Some ANAs appear in several types of diseases, resulting in lower test specificity. For example, IgM rheumatoid factor (IgM-RF) has been shown to cross-react with ANAs, leading to false-positive immunofluorescence results. Positive ANAs and anti-DNA antibodies have also been reported in patients with autoimmune thyroid disease. ANAs can yield a positive test result in 45% of individuals with autoimmune thyroid conditions or rheumatoid arthritis and up to 15% of individuals with HIV or hepatitis C. According to the Lupus Foundation of America, “approximately 5% of the general population will be ANA positive. However, at least 95% of individuals who are ANA positive do not have lupus.
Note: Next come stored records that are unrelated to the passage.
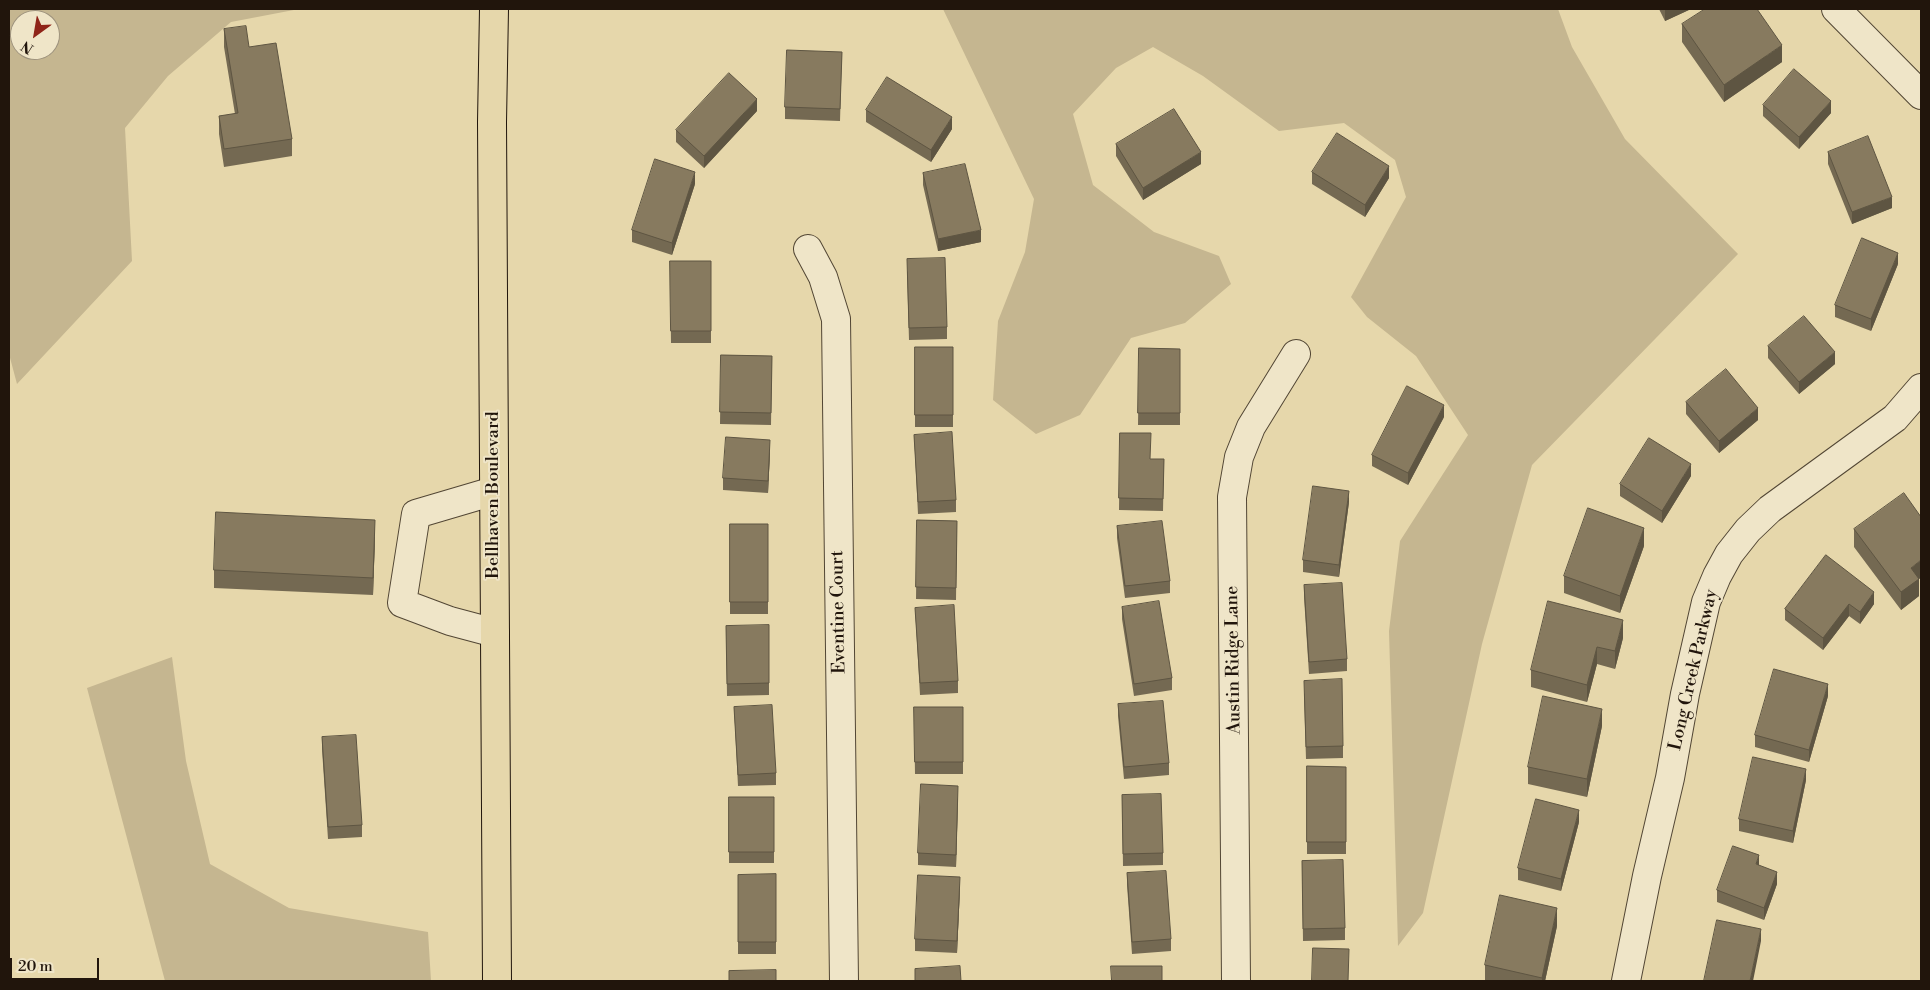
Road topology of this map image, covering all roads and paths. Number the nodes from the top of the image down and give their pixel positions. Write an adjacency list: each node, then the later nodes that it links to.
1 (494, 9): 7 (main road, Bellhaven Boulevard)
2 (1836, 9): 3 (street)
3 (1921, 95)
4 (808, 249): 10 (street, Eventine Court)
5 (1296, 354): 11 (street, Austin Ridge Lane)
6 (1921, 388): 12 (street, Long Creek Parkway)
7 (494, 490): 8 (main road, Bellhaven Boulevard); 8 (street)
8 (495, 633): 9 (main road, Bellhaven Boulevard)
9 (498, 981)
10 (844, 981)
11 (1236, 981)
12 (1626, 981)

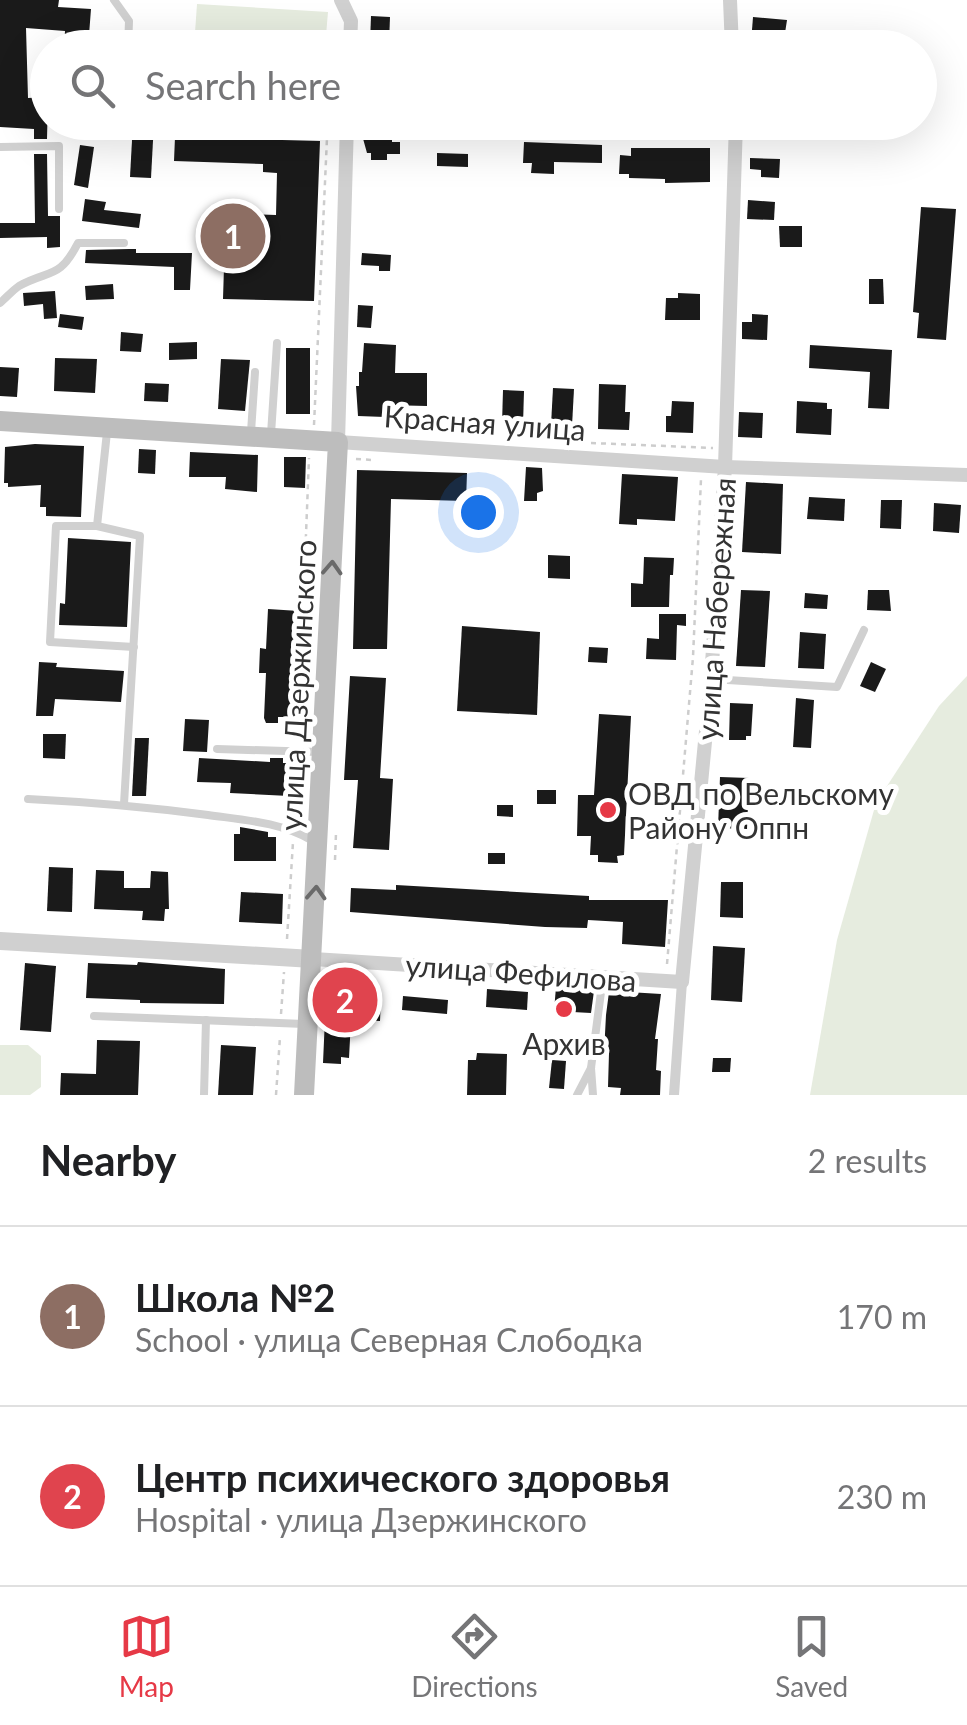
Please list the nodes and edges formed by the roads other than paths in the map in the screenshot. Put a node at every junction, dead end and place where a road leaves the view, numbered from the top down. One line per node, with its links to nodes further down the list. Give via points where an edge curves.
1 (114, 0): 4 (lane)
2 (341, 0): 5 (street)
3 (730, 0): 6 (street)
4 (129, 30)
5 (351, 30)
6 (731, 30)
7 (346, 140): 18 (street, улица Дзержинского)
8 (736, 140): 19 (street, улица Набережная)
9 (0, 147): 10 (lane, via 59,146)
10 (59, 209)
11 (124, 244): 12 (lane, via 78,243 49,277 20,286)
12 (0, 303)
13 (277, 343): 17 (lane)
14 (255, 372): 17 (lane)
15 (0, 421): 16 (main road, Красная улица)
16 (108, 428): 17 (main road, Красная улица); 21 (lane)
17 (261, 437): 18 (main road, Красная улица)
18 (338, 451): 19 (street, Красная улица); 26 (main road, улица Дзержинского, one-way to 18)
19 (725, 467): 20 (street, Красная улица); 24 (street, улица Набережная)
20 (967, 476)
21 (97, 526): 23 (lane, via 140,536); 23 (lane, via 56,526 50,642)
22 (864, 630): 24 (lane, via 837,688)
23 (134, 647): 28 (lane)
24 (711, 679): 33 (street, улица Набережная)
25 (217, 749): 26 (lane)
26 (323, 752): 29 (main road, улица Дзержинского)
27 (28, 799): 28 (lane)
28 (124, 804): 29 (lane, via 294,830)
29 (319, 844): 31 (main road, улица Дзержинского, one-way to 29)
30 (0, 941): 31 (street, улица Фефилова)
31 (313, 960): 32 (street, улица Фефилова); 36 (main road, улица Дзержинского)
32 (602, 977): 33 (street, улица Фефилова); 37 (lane)
33 (674, 982): 42 (street, улица Набережная)
34 (94, 1016): 35 (lane)
35 (206, 1020): 36 (lane); 38 (lane)
36 (308, 1024): 39 (main road, улица Дзержинского)
37 (591, 1068): 40 (lane); 41 (lane)
38 (204, 1095)
39 (304, 1095)
40 (577, 1095)
41 (593, 1095)
42 (674, 1095)

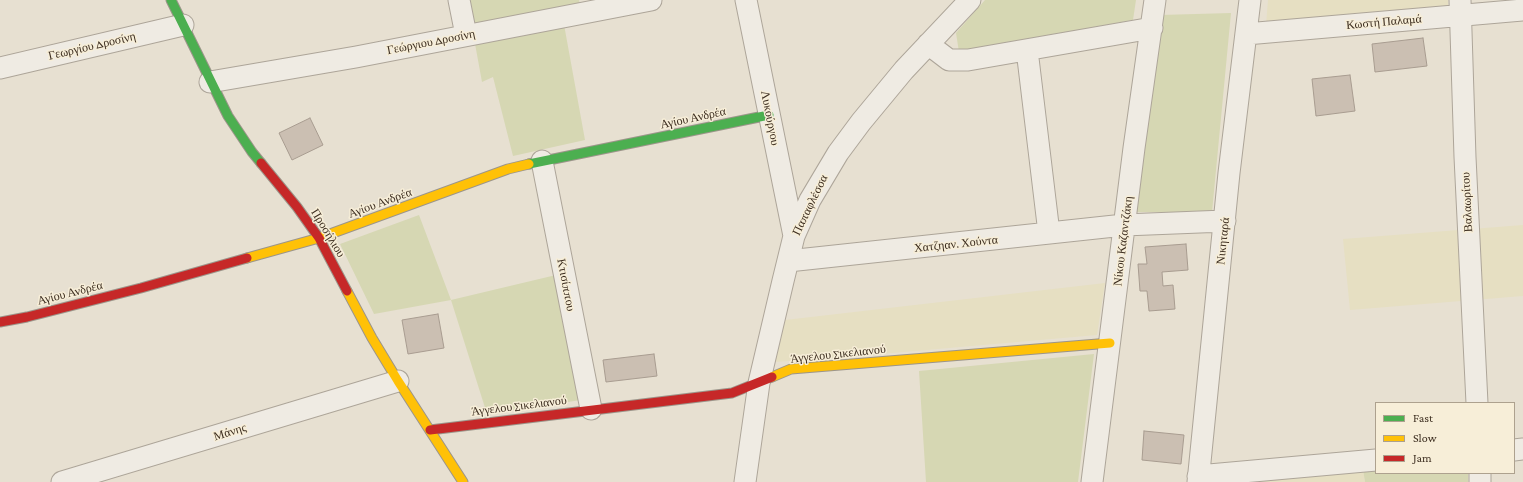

A positive ANA test can sometimes run in families, even if family members show no evidence of lupus.” On the other hand, they say that although 95% of patients who actually have lupus test ANA positive, “only a small percentage are ANA negative, and many patients with other antibodies (such as anti-phospholipid, anti-Ro, anti-SSA antibodies) may have their ANAs turn from positive to negative due to steroids, cytotoxic drugs, or uremia (kidney failure).”

History

The LE cell was discovered in 1948 by Hargraves and colleagues in the bone marrow. In 1957, Halbur et al. were the first to show ANAs using indirect immunofluorescence. This was the first indication that processes affecting the cell nucleus were responsible for SLE. In 1959, it was discovered that the serum of individuals with SLE contained antibodies that precipitate with saline extracts of nuclei, known as extractable nuclear antigens (ENA). This led to the identification of ENA antigens and their corresponding antibodies. Thus, anti-Sm and anti-RNP antibodies were identified in 1966 and 1971, respectively. In the 1970s, anti-Ro/anti-SS-A and anti-La/anti-SS-B antibodies were discovered. Scl-70 antibodies were recognized as a specific antibody for scleroderma in 1979, although the antigen (topoisomerase-I) was not identified until 1986. The Jo-1 antigen and antibody were identified in 1980.